=== Problem statement ===
Under this line are the records; write out word for word the part that begins at the line containing "translate:0 -50%; text-align:left" and ends at the line containing "display:flex; align-items:center; gap:14px;", and no more.
■ ■ ■ ■ ■
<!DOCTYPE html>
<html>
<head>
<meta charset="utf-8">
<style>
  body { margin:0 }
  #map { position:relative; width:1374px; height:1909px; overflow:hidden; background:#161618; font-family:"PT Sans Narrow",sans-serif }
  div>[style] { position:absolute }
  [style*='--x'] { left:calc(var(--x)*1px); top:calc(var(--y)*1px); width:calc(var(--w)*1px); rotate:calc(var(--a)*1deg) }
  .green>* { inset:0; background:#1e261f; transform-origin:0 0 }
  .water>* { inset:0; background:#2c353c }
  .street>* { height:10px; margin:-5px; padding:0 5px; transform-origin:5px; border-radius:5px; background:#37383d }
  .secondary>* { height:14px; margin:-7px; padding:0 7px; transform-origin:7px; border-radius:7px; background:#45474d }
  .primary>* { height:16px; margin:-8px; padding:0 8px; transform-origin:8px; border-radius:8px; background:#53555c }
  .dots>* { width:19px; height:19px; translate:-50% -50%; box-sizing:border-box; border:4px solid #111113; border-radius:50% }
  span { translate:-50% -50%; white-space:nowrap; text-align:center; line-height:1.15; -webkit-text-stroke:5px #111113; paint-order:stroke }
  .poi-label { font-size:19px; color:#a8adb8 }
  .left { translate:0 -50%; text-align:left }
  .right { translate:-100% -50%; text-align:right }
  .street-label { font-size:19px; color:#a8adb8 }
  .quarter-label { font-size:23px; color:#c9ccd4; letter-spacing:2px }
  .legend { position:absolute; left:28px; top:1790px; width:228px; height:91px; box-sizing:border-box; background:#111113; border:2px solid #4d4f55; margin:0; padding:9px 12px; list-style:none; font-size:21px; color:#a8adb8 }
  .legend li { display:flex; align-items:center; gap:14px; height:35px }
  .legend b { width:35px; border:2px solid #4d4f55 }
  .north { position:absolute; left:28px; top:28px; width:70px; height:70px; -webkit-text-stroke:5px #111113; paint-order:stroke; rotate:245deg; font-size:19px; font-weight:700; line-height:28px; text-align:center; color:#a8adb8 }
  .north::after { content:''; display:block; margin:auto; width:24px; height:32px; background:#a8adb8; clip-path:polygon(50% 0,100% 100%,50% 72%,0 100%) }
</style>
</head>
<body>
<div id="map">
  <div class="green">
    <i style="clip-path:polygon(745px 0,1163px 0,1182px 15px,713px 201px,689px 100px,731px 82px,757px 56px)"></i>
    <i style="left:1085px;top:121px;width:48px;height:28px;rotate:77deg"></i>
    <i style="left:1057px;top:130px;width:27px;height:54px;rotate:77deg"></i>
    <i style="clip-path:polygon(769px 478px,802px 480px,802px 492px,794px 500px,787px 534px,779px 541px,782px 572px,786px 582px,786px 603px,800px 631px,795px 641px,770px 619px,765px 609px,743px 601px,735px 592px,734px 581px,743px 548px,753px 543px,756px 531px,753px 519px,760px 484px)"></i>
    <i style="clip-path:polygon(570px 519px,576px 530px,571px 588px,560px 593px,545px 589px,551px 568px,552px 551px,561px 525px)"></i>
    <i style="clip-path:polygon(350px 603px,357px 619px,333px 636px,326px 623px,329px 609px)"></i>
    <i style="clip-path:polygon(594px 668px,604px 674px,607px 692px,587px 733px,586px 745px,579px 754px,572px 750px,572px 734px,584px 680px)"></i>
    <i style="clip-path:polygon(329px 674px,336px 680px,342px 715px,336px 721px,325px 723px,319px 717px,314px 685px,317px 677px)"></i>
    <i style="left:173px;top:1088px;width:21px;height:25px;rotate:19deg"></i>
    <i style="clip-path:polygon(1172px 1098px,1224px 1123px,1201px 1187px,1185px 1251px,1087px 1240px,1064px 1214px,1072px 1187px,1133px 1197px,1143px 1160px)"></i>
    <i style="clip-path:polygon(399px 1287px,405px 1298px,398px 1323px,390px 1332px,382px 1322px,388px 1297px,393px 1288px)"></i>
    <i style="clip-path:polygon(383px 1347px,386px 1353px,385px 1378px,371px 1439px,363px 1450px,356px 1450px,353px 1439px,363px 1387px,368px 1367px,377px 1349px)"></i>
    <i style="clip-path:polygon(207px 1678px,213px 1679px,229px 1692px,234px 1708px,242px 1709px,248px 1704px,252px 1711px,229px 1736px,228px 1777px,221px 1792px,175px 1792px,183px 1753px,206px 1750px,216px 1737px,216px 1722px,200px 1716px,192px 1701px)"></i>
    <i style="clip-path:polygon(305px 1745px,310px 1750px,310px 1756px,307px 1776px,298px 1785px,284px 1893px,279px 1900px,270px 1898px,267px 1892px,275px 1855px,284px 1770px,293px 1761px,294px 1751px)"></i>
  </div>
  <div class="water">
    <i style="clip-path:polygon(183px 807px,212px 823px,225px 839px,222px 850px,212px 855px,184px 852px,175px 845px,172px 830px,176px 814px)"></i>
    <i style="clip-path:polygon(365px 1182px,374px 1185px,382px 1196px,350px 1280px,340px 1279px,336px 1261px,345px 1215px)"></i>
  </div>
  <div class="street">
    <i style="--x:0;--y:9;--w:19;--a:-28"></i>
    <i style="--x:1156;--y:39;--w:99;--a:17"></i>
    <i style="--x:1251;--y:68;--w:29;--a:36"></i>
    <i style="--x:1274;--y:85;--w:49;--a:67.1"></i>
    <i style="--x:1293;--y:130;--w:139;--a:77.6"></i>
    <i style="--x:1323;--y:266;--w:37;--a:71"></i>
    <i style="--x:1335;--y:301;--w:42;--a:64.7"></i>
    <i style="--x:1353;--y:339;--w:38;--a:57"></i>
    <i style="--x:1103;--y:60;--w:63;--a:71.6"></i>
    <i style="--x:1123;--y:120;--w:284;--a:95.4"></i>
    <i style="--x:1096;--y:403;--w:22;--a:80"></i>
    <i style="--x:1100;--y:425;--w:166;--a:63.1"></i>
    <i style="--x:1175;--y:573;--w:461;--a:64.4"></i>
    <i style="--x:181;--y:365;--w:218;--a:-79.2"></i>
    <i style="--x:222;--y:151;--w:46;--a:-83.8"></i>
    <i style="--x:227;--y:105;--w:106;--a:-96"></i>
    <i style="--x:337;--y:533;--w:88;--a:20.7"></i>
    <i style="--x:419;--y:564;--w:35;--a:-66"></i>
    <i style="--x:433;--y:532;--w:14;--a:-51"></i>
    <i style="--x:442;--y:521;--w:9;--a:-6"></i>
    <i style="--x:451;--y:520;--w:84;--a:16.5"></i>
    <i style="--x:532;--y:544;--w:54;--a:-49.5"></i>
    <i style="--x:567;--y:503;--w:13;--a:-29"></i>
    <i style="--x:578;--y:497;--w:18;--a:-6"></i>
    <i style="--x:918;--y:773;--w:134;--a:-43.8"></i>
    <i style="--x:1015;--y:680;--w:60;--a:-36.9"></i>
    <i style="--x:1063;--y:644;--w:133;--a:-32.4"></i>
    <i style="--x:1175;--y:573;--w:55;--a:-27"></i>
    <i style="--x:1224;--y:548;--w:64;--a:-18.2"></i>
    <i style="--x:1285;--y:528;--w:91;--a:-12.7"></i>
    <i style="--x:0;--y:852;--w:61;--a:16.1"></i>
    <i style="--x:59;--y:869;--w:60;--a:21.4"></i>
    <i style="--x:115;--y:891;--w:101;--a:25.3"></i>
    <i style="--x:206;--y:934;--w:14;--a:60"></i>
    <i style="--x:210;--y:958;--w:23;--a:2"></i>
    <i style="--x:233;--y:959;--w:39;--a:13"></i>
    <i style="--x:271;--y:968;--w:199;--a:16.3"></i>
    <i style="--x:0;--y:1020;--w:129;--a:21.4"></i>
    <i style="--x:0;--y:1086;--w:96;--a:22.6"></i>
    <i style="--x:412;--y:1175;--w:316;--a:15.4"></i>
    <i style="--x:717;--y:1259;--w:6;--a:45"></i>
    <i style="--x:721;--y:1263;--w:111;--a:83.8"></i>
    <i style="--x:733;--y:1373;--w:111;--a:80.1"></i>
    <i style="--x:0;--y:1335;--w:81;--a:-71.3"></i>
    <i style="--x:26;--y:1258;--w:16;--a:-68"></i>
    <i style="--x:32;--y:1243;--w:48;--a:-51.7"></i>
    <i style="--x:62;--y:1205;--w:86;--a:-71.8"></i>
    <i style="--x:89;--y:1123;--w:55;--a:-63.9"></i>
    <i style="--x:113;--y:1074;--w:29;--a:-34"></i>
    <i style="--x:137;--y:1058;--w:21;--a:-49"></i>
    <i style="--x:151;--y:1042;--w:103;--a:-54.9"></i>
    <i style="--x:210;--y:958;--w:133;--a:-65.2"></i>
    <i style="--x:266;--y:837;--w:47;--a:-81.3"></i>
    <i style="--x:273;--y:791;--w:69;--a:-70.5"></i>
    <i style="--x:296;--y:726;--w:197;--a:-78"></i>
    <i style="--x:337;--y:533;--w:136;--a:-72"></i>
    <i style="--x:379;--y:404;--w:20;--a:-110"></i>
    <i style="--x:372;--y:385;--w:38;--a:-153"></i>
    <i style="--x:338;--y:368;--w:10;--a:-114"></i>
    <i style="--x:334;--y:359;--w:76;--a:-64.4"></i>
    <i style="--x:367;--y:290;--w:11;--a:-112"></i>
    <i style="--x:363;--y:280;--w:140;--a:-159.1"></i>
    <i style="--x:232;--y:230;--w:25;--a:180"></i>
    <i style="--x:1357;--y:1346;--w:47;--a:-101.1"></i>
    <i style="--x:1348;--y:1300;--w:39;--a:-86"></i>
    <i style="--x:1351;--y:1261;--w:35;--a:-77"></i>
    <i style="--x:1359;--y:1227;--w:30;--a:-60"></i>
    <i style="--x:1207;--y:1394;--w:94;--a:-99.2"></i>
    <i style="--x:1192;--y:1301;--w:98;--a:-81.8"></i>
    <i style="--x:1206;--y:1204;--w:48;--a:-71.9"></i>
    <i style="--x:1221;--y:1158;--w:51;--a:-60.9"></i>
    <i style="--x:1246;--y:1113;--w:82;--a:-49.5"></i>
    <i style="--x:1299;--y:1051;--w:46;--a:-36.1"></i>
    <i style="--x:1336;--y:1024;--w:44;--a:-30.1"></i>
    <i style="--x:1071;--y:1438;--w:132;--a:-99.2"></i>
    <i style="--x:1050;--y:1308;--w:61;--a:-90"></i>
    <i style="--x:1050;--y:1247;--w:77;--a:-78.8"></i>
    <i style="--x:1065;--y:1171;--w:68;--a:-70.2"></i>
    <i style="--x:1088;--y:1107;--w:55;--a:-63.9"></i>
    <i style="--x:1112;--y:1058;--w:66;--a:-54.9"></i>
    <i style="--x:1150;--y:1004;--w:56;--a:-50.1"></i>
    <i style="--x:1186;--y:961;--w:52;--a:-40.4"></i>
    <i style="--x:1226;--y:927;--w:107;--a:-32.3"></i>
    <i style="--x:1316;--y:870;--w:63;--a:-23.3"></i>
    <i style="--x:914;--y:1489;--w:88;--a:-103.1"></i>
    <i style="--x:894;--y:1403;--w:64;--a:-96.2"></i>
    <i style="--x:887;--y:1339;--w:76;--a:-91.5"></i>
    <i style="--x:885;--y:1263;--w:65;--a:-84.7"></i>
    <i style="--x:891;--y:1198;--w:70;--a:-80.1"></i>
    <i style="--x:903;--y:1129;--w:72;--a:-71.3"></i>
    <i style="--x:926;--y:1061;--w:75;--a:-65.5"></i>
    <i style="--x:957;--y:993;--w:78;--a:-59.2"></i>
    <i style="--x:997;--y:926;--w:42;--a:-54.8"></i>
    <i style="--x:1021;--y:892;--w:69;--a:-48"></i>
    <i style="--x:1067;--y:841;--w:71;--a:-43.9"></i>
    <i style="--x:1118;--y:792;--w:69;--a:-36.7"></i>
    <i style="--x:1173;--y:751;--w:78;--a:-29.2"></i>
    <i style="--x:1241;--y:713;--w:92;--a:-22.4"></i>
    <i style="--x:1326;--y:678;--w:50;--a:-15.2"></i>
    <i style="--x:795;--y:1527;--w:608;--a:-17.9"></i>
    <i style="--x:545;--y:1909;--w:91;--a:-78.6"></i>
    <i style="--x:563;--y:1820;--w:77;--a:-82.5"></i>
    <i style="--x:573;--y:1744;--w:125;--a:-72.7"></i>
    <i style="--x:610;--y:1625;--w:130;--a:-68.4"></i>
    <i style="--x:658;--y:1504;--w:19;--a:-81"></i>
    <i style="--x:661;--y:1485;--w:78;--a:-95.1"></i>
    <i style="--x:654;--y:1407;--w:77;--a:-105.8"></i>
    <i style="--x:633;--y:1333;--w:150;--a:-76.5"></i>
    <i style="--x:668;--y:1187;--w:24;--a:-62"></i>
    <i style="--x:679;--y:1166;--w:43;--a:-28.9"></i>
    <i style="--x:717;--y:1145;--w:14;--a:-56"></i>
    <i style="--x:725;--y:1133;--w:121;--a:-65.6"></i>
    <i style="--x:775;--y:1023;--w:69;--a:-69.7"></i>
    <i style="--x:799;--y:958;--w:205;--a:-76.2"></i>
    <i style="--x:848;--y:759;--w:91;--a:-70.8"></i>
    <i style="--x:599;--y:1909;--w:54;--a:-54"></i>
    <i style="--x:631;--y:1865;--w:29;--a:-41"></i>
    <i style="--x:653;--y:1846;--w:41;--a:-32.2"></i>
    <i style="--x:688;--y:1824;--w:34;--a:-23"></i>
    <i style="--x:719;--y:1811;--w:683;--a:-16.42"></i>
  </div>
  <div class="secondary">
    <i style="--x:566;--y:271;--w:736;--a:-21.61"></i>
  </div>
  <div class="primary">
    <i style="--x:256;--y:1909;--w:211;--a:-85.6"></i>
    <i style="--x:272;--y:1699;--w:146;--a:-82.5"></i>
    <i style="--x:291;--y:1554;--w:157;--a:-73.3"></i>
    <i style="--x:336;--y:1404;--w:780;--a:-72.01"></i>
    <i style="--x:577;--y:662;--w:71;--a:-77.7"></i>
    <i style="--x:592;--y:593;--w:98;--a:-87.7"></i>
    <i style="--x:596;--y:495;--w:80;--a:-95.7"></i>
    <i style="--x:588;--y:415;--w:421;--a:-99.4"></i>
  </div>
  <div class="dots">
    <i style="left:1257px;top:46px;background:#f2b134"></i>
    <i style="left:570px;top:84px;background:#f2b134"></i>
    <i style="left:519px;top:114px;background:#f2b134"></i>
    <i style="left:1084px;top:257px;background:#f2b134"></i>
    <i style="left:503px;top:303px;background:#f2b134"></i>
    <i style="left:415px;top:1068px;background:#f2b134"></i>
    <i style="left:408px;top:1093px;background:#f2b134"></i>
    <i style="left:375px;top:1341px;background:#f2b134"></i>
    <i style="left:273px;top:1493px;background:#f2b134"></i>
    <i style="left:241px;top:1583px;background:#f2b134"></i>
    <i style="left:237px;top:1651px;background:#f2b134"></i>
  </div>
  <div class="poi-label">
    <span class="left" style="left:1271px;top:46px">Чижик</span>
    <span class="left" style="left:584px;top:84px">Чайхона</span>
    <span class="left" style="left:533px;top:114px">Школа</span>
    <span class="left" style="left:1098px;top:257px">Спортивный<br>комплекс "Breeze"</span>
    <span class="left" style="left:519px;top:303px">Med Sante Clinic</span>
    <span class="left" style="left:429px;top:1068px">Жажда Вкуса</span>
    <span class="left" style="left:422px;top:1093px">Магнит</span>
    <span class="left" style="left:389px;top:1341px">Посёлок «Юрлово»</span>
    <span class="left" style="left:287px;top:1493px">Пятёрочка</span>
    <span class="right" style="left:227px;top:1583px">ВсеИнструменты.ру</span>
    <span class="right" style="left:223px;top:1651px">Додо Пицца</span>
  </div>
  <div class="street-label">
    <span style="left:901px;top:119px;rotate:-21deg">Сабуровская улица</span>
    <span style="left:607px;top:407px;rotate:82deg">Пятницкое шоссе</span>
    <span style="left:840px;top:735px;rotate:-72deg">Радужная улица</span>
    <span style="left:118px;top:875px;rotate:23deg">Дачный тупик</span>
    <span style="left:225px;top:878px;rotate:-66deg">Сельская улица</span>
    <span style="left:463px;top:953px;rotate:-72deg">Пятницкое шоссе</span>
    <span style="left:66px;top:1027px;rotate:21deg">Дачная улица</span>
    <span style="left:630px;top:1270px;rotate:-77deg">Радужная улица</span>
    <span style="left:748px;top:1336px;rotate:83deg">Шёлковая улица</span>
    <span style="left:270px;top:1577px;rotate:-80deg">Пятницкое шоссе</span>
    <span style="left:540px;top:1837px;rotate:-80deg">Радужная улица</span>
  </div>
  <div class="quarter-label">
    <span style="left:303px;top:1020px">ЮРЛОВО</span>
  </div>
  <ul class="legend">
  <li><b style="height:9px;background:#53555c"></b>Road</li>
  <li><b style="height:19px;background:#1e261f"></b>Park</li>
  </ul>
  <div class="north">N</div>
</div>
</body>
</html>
■ ■ ■ ■ ■
=== Task response ===
  .left { translate:0 -50%; text-align:left }
  .right { translate:-100% -50%; text-align:right }
  .street-label { font-size:19px; color:#a8adb8 }
  .quarter-label { font-size:23px; color:#c9ccd4; letter-spacing:2px }
  .legend { position:absolute; left:28px; top:1790px; width:228px; height:91px; box-sizing:border-box; background:#111113; border:2px solid #4d4f55; margin:0; padding:9px 12px; list-style:none; font-size:21px; color:#a8adb8 }
  .legend li { display:flex; align-items:center; gap:14px; height:35px }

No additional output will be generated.